For every line of the records below that holds "Aisquith", add one. Give only the final total.

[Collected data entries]
┄┄┄┄┄┄┄┄┄┄┄┄┄┄┄┄┄┄┄┄
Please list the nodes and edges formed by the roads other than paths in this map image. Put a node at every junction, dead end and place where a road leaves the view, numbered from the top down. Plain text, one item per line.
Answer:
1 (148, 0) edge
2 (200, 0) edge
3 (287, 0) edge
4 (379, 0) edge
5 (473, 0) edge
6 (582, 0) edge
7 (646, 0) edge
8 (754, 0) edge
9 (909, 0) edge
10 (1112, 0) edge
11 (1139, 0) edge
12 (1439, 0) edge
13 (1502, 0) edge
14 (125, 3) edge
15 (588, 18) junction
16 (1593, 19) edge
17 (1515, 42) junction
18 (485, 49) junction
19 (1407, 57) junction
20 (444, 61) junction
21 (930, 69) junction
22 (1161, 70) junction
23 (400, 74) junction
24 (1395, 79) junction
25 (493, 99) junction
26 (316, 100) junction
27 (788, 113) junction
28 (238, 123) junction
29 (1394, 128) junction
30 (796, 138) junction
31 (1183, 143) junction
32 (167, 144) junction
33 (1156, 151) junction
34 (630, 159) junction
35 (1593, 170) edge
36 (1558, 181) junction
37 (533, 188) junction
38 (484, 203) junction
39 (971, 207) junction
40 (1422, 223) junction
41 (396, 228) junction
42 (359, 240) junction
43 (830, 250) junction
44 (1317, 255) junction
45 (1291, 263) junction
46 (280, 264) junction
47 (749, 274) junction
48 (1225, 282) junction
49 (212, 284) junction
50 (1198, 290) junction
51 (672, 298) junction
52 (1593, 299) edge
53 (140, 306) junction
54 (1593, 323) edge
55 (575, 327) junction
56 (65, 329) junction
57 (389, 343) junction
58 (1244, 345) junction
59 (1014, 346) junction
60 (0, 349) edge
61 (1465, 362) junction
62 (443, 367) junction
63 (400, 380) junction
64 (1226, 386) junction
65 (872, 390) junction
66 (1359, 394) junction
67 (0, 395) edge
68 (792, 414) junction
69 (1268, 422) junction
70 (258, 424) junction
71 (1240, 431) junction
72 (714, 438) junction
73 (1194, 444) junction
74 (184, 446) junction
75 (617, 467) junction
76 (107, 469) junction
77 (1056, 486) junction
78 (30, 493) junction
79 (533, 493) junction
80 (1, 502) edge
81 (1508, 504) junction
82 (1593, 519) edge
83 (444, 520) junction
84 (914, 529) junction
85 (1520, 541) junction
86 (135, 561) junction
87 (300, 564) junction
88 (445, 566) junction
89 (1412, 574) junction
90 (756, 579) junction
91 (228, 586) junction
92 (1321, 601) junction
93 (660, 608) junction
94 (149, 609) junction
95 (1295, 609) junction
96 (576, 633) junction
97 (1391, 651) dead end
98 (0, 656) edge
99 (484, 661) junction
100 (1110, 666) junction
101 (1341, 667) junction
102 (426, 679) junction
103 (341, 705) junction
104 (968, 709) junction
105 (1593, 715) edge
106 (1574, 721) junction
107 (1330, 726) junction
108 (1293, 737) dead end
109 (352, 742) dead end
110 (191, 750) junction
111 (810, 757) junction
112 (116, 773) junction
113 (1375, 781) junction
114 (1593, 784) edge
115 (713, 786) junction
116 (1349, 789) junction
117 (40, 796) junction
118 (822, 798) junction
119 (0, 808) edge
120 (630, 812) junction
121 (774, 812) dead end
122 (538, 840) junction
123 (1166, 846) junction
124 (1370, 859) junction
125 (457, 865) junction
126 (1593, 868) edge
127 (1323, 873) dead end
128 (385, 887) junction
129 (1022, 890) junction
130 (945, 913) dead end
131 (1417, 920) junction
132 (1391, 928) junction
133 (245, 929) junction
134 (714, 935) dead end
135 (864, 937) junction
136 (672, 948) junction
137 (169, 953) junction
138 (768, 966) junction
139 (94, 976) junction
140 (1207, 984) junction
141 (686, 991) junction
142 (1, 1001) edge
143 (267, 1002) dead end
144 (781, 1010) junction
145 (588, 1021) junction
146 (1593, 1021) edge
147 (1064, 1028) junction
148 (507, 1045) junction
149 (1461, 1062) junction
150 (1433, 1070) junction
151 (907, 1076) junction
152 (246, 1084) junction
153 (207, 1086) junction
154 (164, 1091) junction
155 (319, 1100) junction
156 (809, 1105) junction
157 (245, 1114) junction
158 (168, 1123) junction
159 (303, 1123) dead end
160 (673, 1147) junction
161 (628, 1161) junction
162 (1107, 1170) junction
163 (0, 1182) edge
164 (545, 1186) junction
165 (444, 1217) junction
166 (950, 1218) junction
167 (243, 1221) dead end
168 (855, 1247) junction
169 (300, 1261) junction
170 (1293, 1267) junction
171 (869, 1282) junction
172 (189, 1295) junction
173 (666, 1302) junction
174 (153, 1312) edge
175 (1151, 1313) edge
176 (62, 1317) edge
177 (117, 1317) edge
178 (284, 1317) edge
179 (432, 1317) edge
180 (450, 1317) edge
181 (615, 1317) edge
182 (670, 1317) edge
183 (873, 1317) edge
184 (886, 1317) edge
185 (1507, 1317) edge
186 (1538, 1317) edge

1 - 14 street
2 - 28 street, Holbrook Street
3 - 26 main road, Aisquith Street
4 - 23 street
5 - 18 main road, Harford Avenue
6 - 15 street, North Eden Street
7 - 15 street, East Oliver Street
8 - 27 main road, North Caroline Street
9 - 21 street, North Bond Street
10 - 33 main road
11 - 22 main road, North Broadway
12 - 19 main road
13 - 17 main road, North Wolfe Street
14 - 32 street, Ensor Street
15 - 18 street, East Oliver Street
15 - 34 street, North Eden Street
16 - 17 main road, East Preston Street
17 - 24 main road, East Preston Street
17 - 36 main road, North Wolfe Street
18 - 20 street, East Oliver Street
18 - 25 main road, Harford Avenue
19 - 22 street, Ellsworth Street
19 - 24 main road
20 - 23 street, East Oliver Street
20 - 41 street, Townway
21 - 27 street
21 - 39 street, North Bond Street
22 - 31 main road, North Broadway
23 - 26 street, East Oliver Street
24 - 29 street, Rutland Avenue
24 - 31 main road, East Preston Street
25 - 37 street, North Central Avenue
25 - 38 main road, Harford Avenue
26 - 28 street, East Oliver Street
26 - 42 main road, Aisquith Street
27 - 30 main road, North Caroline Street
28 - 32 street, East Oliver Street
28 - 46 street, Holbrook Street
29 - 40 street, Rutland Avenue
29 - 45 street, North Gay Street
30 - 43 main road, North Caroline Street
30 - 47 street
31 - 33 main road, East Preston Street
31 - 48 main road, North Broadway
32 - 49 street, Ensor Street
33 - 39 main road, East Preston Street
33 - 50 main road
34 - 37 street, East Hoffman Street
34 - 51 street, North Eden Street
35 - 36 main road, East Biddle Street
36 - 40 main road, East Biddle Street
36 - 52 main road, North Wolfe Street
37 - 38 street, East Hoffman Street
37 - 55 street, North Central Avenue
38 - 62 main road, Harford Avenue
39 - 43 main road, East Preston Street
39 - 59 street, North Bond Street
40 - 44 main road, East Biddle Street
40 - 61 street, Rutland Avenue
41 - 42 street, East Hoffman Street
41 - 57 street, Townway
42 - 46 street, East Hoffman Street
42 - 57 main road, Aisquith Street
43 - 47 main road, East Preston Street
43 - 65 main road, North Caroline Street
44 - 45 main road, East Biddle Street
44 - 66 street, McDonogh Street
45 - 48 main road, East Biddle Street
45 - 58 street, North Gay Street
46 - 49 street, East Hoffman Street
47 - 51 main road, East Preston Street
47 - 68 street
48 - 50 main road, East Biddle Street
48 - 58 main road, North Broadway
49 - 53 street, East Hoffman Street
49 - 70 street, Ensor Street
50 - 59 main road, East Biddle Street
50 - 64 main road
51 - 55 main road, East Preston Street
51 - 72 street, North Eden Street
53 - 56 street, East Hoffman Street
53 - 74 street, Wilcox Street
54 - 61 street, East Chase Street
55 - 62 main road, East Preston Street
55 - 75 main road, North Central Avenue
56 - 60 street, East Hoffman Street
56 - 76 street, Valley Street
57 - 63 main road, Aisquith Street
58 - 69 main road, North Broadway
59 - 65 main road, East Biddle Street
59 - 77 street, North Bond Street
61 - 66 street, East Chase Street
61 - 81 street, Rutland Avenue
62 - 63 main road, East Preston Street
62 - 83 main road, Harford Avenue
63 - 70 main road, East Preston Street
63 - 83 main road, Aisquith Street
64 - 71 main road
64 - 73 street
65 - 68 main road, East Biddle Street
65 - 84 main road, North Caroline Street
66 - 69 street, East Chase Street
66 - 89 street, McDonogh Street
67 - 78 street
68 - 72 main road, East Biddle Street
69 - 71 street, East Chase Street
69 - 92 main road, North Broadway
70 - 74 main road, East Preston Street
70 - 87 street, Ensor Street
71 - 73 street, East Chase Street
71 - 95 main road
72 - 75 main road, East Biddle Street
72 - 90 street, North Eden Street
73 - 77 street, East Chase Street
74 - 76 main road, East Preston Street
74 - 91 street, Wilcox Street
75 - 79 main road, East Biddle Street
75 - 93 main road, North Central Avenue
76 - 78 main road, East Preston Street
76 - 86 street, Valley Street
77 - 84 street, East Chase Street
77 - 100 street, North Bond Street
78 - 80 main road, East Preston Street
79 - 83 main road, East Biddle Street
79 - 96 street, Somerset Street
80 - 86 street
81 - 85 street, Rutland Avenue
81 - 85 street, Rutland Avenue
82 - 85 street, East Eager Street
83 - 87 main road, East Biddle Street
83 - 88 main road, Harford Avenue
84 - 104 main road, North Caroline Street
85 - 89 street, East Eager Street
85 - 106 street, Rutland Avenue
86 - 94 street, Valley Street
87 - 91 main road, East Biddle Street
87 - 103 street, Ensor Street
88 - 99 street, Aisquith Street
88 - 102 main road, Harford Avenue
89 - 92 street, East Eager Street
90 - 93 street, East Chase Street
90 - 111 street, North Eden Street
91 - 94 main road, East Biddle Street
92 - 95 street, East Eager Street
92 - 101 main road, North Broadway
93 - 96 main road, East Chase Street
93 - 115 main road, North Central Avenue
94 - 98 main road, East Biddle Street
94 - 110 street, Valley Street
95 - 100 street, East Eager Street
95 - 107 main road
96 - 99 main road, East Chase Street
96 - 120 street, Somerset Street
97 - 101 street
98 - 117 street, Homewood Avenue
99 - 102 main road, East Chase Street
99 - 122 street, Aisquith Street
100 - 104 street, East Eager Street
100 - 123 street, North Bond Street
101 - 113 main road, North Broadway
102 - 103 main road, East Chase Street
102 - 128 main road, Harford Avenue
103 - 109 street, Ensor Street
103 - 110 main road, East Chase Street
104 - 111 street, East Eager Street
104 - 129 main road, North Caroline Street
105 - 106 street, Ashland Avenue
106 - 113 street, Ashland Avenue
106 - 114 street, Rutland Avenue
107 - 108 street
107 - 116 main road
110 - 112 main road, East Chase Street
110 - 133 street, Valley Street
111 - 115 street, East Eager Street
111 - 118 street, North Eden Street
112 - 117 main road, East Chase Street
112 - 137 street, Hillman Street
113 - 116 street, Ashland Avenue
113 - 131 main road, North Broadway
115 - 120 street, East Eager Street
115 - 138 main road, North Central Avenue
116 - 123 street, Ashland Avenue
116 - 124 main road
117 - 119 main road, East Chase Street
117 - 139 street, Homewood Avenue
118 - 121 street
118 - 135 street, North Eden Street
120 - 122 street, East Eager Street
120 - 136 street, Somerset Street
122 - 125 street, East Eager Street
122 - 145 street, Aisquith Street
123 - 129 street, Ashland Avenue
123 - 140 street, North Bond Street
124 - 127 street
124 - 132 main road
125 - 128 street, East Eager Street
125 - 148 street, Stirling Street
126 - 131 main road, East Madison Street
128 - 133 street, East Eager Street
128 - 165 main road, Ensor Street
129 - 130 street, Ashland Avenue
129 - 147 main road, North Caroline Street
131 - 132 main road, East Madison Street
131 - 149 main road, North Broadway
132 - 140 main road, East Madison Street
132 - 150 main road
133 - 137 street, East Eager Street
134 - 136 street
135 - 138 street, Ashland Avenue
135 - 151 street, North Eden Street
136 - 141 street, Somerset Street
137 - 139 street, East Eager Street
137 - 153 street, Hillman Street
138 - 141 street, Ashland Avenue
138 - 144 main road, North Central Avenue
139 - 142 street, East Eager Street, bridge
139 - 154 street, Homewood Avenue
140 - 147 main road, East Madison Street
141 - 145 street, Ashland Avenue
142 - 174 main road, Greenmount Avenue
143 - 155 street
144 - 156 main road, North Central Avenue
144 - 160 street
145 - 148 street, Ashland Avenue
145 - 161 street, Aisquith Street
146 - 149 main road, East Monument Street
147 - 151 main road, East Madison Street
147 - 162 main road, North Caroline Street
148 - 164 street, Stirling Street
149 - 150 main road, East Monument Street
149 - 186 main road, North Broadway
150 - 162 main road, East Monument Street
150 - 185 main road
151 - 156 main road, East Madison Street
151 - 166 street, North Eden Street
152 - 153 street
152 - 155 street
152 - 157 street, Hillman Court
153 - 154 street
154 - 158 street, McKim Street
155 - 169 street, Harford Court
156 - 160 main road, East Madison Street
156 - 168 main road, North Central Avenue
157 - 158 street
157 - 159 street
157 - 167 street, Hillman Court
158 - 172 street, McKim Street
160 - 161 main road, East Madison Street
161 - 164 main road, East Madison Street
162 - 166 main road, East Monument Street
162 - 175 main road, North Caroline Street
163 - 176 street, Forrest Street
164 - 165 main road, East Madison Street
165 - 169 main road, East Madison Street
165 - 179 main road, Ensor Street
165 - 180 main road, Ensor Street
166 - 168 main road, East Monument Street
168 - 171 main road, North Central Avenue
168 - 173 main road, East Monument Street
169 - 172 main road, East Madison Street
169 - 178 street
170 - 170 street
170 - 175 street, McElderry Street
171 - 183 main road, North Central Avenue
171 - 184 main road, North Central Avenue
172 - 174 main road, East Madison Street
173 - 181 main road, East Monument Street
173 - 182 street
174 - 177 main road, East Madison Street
┄┄┄┄┄┄┄┄┄┄┄┄┄┄┄┄┄┄┄┄
• _Answer section_
9